The Architecture of Truth

In a traditional push-based pipeline (like Jenkins jobs of yore), the CI server has the "keys to the kingdom." It builds the artifact and pushes it to the server. If the CI server is compromised, your production environment is toast. Furthermore, the CI server doesn't know if the actual state of the cluster matches the desired state. It only knows it ran a script.

GitOps flips this. You use an operator inside the cluster (like Weave Flux) that pulls changes.

Code: Developer pushes code to Git.
Build: CI (GitLab CI, CircleCI) builds the Docker image and pushes it to a private registry.
Config Update: The CI (or a developer) updates the deployment manifest in a separate config repository with the new image tag.
Sync: The cluster operator detects the change in the config repo and applies it.

This separates the build process from the deployment process. It is safer. It is cleaner. And it provides an audit trail that makes compliance auditors in the EU very happy.

Implementing the Workflow

Let's look at how this works in practice. We assume you are running a Kubernetes cluster (version 1.10+ recommended). For the underlying infrastructure, you need raw compute stability. Containers add abstraction overhead; running them on oversold shared VPS infrastructure is asking for I/O waits. We use CoolVDS KVM instances for our worker nodes because the dedicated resources ensure the Kubelet doesn't timeout due to neighbor noise.

1. The Container Build

First, optimize your build. We are seeing a lot of bloat in images lately. Use multi-stage builds (available since Docker 17.05) to keep your runtime artifacts small.

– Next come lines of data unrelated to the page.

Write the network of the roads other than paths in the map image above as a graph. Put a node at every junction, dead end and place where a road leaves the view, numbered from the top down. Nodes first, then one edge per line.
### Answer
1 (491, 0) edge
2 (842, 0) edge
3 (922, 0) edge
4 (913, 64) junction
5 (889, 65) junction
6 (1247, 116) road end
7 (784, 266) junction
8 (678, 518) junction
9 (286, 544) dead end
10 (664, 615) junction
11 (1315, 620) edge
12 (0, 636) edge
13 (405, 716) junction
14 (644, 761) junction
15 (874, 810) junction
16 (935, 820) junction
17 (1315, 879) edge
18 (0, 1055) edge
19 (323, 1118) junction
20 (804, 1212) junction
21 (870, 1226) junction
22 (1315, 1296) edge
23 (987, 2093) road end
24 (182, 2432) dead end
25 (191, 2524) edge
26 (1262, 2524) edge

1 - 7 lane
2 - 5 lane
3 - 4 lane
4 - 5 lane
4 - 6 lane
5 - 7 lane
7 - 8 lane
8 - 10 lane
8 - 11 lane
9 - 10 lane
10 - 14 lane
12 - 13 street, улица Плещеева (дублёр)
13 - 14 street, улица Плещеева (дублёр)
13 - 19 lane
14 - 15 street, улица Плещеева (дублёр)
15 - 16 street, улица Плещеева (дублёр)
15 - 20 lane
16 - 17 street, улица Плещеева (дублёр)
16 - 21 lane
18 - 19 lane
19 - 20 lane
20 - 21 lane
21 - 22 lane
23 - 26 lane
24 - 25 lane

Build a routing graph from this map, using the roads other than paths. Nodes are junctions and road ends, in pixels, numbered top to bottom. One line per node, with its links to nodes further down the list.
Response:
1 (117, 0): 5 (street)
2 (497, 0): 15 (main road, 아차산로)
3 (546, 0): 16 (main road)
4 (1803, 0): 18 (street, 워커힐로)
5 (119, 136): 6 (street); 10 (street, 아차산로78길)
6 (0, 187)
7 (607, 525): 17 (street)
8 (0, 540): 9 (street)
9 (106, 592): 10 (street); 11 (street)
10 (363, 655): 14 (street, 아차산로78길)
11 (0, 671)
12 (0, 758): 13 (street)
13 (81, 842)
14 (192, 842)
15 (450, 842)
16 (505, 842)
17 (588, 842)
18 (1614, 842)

FROM golang:1.11-alpine as builder
WORKDIR /app
COPY . .
RUN CGO_ENABLED=0 GOOS=linux go build -a -installsuffix cgo -o main .

FROM alpine:3.8
RUN apk --no-cache add ca-certificates
WORKDIR /root/
COPY --from=builder /app/main .
CMD ["./main"]

2. The CI Pipeline

In your `.gitlab-ci.yml`, do not deploy. Just build and tag. Here is a stripped-down example of what a 2018-era pipeline stage looks like:

stages:
  - build
  - release

docker_build:
  stage: build
  image: docker:stable
  services:
    - docker:dind
  script:
    - docker login -u gitlab-ci-token -p $CI_JOB_TOKEN $CI_REGISTRY
    - docker build -t $CI_REGISTRY_IMAGE:$CI_COMMIT_SHA .
    - docker push $CI_REGISTRY_IMAGE:$CI_COMMIT_SHA

3. The Deployment Manifest

This is where the magic happens. In a separate repository (infrastructure-as-code), you define your state. This is what the cluster monitors.

apiVersion: apps/v1
kind: Deployment
metadata:
  name: payment-service
  namespace: production
spec:
  replicas: 3
  selector:
    matchLabels:
      app: payment
  template:
    metadata:
      labels:
        app: payment
    spec:
      containers:
      - name: payment
        # The tag below is updated automatically by your CI or Flux
        image: registry.coolvds.com/payment-service:a1b2c3d 
        ports:
        - containerPort: 8080
        resources:
          requests:
            memory: "64Mi"
            cpu: "250m"
          limits:
            memory: "128Mi"
            cpu: "500m"

Pro Tip: Always define resource limits. If you don't, a memory leak in one pod can OOM (Out of Memory) kill your entire node. On CoolVDS, we respect these limits strictly at the hypervisor level, but Kubernetes needs to know about them to schedule effectively.

The Norwegian Context: Latency and Law

Why does infrastructure location matter in a GitOps workflow? Two reasons: Sync Latency and GDPR.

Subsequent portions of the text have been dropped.